▸ **Goal of the exercise**:
Pick out each line of the records in which the word "Zugspitzstraße" appears.

********************

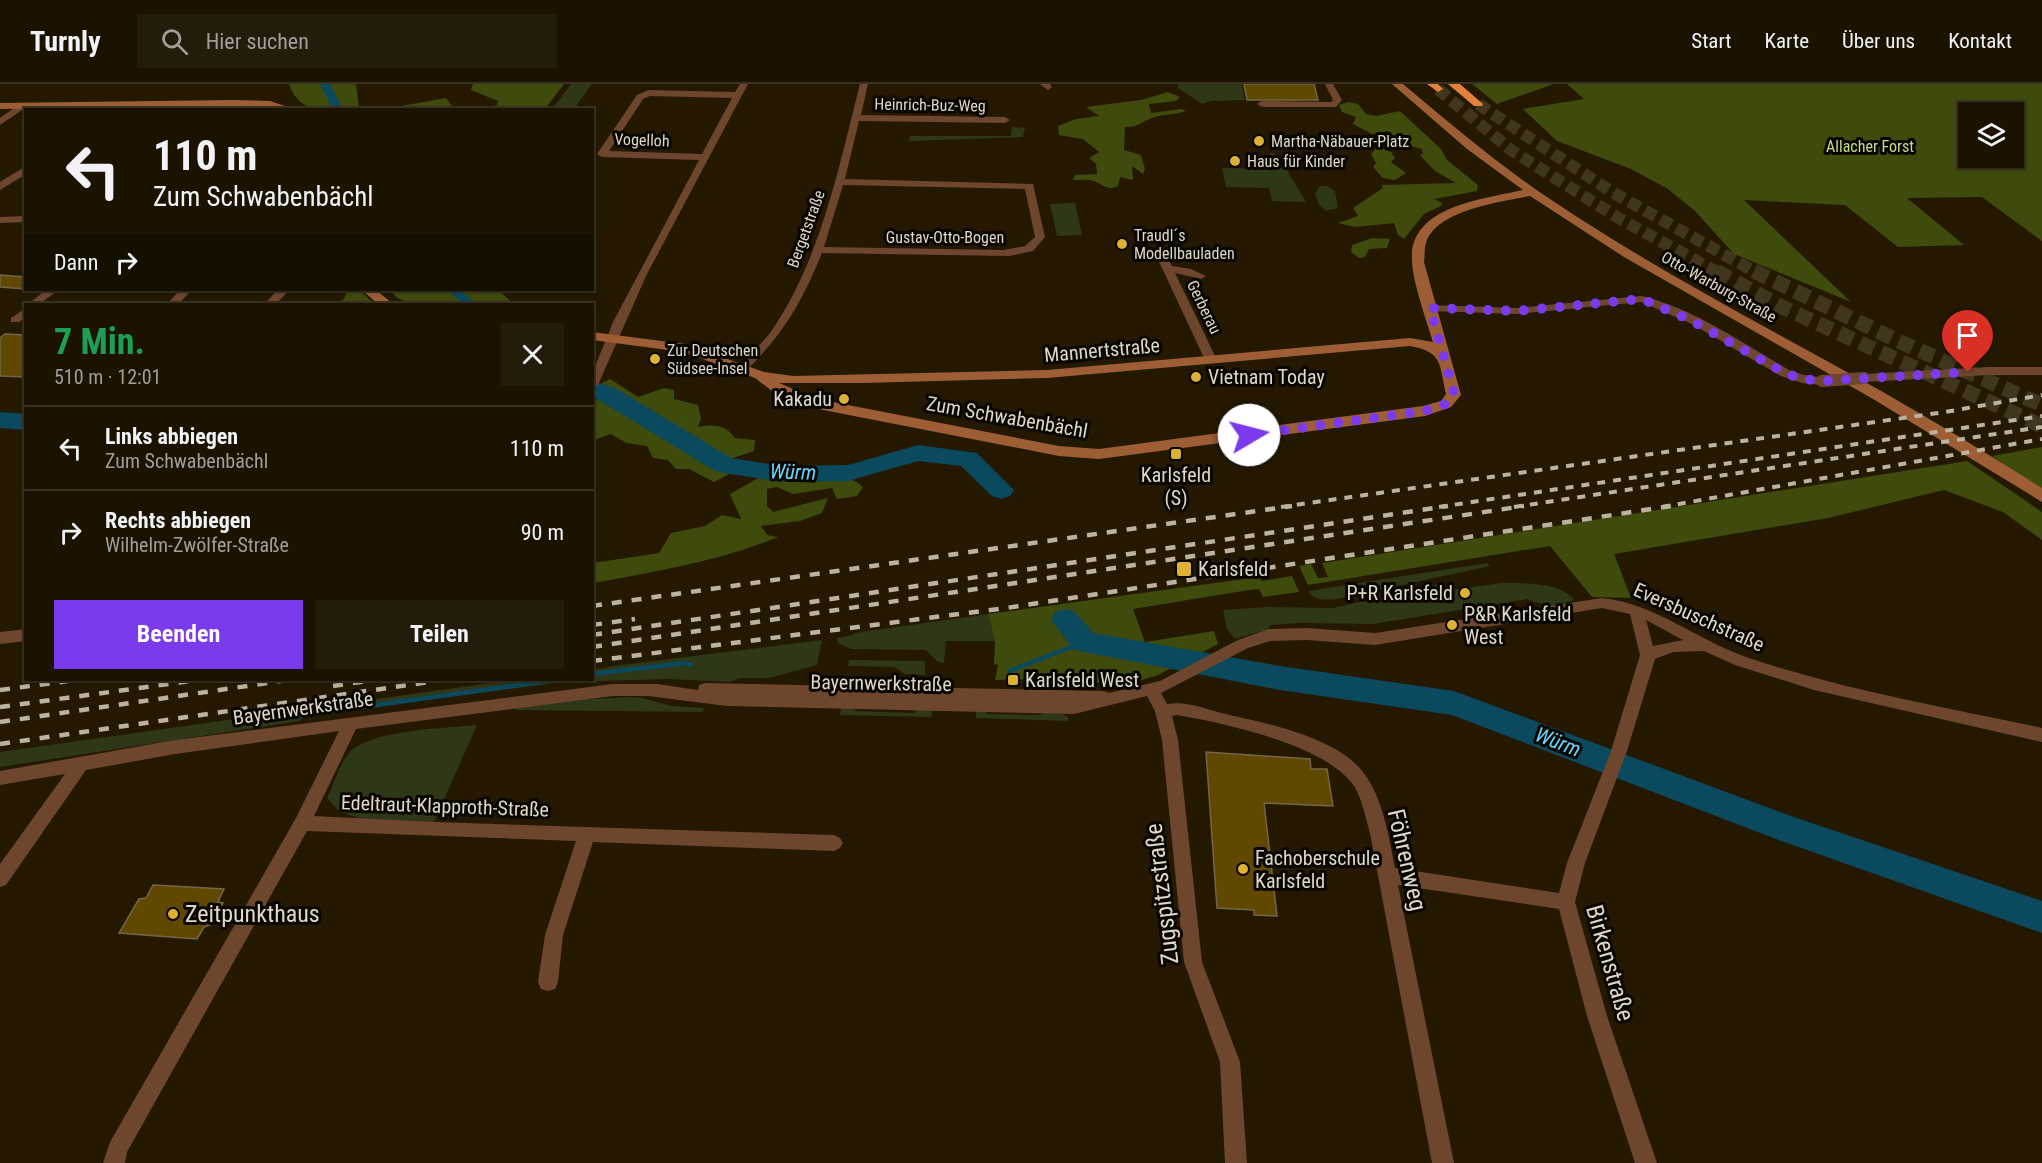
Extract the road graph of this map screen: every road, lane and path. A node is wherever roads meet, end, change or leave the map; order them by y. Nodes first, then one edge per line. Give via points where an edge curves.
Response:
1 (744, 84) edge
2 (864, 84) edge
3 (1329, 84) edge
4 (1397, 84) edge
5 (1453, 84) edge
6 (737, 95) junction
7 (1262, 104) dead end
8 (1478, 104) tunnel mouth
9 (0, 106) edge
10 (23, 106) junction
11 (116, 107) edge
12 (286, 108) edge
13 (855, 118) junction
14 (1005, 120) dead end
15 (0, 122) edge
16 (704, 157) junction
17 (24, 170) edge
18 (839, 182) junction
19 (0, 187) edge
20 (1530, 192) junction
21 (24, 219) edge
22 (0, 220) edge
23 (817, 250) junction
24 (1160, 253) dead end
25 (1168, 269) junction
26 (1201, 276) dead end
27 (51, 291) edge
28 (185, 291) edge
29 (282, 291) edge
30 (369, 291) edge
31 (34, 303) edge
32 (173, 303) edge
33 (271, 303) edge
34 (386, 303) edge
35 (1430, 308) junction
36 (24, 313) edge
37 (15, 320) dead end
38 (594, 336) edge
39 (613, 338) junction
40 (1410, 342) junction
41 (1444, 355) junction
42 (1211, 360) junction
43 (742, 368) junction
44 (2042, 371) edge
45 (760, 375) junction
46 (594, 382) edge
47 (2042, 496) edge
48 (1636, 610) junction
49 (24, 635) edge
50 (0, 638) edge
51 (1709, 647) junction
52 (1225, 654) joint
53 (1648, 655) junction
54 (1151, 689) junction
55 (1163, 711) junction
56 (351, 723) junction
57 (2042, 735) edge
58 (80, 765) junction
59 (0, 778) edge
60 (302, 823) junction
61 (587, 834) junction
62 (834, 843) dead end
63 (1388, 875) junction
64 (0, 879) edge
65 (1566, 903) junction
66 (548, 982) dead end
67 (114, 1163) edge
68 (1236, 1163) edge
69 (1443, 1163) edge
70 (1646, 1163) edge

1 - 6 street
2 - 13 street, Bergetstraße
3 - 7 street via 1338,100 1333,105
4 - 20 street, Otto-Warburg-Straße via 1461,140
5 - 8 highway
6 - 16 street
6 - 16 street, Vogelloh via 649,93 640,97 602,154
9 - 10 street
10 - 11 street
10 - 15 street
11 - 12 street via 244,103
13 - 14 street, Heinrich-Buz-Weg
13 - 18 street, Bergetstraße
16 - 39 street
17 - 19 street
18 - 23 street, Bergetstraße
18 - 23 street, Gustav-Otto-Bogen via 1029,186 1040,237 1033,247 1022,252
20 - 35 street, Zum Schwabenbächl via 1455,212 1424,230 1416,254
20 - 47 street, Otto-Warburg-Straße via 1609,244 1943,433
21 - 22 street
23 - 43 street, Bergetstraße via 781,324
24 - 25 street, Gerberau
25 - 26 street, Gerberau
25 - 42 street, Gerberau
27 - 31 street
28 - 32 street
29 - 33 street
30 - 34 street
35 - 40 street, Zum Schwabenbächl via 1428,331
35 - 41 street, Zum Schwabenbächl
35 - 44 street, bridge via 1517,311 1642,299 1802,379
36 - 37 street
38 - 39 street, Zum Schwabenbächl
39 - 43 street, Zum Schwabenbächl via 678,347
39 - 46 street
40 - 41 street, Mannertstraße via 1432,346
40 - 42 street, Mannertstraße
41 - 45 street, Zum Schwabenbächl via 1454,395 1433,410 1099,454 1059,451 813,403 777,388
42 - 45 street, Mannertstraße via 1047,374 793,380
43 - 45 street, Zum Schwabenbächl
48 - 51 street, Eversbuschstraße
48 - 52 street, Eversbuschstraße via 1602,603 1375,639 1277,634 1250,640
48 - 53 street
49 - 50 street
51 - 53 street via 1663,647
51 - 57 street, Eversbuschstraße via 1814,683
52 - 54 street, Bayernwerkstraße
53 - 65 street, Birkenstraße via 1609,780 1581,848
54 - 55 street, Zugspitzstraße
54 - 56 street, Bayernwerkstraße via 1065,708 727,700 614,690
55 - 63 street, Föhrenweg via 1189,711 1311,744 1338,759 1357,778 1370,805
55 - 68 street, Zugspitzstraße via 1170,740 1193,962 1230,1062
56 - 58 street, Bayernwerkstraße via 175,747
56 - 60 street
58 - 59 street, Bayernwerkstraße
58 - 64 street
60 - 61 street, Edeltraut-Klapproth-Straße
60 - 67 street via 117,1149
61 - 62 street, Edeltraut-Klapproth-Straße
61 - 66 street via 554,935
63 - 65 street
63 - 69 street, Föhrenweg
65 - 70 street, Birkenstraße via 1597,1016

********************

▸ **Response**:
54 - 55 street, Zugspitzstraße
55 - 68 street, Zugspitzstraße via 1170,740 1193,962 1230,1062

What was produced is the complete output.